Examine each line of the data. Copy the line if it includes the word "South".

___ MATERIAL PROVIDED ___

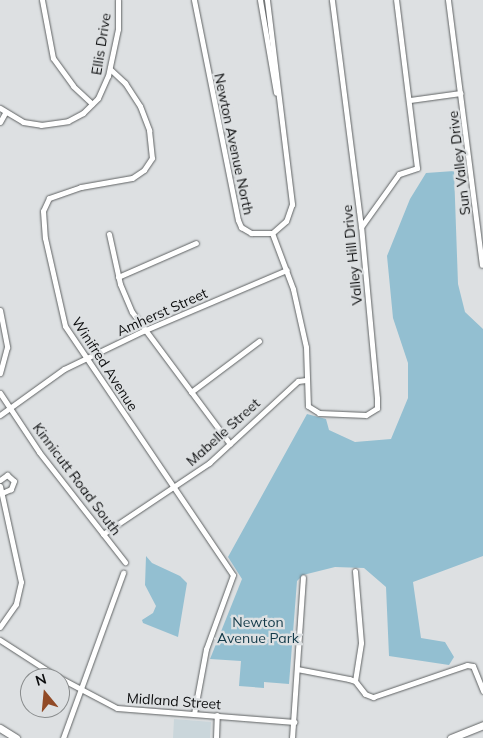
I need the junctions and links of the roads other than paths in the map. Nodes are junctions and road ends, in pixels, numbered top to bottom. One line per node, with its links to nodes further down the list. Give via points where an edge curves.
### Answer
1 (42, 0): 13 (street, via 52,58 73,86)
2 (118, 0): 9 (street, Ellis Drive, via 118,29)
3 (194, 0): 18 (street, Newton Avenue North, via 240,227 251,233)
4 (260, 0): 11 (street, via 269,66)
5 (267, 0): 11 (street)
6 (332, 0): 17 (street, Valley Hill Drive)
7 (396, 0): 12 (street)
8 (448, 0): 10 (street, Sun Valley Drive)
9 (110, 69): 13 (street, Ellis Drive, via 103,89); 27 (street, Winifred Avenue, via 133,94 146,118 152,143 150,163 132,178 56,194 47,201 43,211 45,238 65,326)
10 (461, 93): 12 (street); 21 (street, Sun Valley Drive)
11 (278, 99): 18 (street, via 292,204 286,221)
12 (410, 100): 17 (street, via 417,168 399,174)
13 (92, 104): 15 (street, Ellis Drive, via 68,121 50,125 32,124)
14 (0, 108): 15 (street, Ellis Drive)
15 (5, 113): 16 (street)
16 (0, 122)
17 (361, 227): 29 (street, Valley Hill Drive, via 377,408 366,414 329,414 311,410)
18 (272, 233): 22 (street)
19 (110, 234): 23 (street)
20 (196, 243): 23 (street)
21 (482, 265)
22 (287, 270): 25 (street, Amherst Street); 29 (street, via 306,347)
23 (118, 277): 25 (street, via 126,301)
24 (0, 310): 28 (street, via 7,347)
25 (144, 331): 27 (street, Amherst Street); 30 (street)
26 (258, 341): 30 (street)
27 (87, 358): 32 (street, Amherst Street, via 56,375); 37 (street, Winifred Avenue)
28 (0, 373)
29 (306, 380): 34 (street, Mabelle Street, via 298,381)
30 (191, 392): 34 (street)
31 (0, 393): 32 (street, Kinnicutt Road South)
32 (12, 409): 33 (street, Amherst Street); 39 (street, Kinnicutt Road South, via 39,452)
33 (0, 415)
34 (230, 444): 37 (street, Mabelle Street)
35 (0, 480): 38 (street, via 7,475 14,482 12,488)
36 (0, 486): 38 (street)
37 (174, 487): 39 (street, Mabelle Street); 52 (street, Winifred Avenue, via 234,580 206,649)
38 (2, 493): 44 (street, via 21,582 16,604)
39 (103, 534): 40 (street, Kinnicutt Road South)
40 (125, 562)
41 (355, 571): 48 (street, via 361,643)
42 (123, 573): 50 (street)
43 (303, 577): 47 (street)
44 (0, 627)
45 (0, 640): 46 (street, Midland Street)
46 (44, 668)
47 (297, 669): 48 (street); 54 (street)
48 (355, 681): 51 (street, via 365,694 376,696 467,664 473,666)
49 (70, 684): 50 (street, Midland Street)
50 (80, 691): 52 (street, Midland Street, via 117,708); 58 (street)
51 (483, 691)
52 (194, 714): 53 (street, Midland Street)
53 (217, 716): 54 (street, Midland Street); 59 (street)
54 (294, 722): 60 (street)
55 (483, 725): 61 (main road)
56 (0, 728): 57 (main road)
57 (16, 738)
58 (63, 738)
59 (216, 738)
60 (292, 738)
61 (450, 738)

___

» **TASK ANSWER**:
31 (0, 393): 32 (street, Kinnicutt Road South)
32 (12, 409): 33 (street, Amherst Street); 39 (street, Kinnicutt Road South, via 39,452)
39 (103, 534): 40 (street, Kinnicutt Road South)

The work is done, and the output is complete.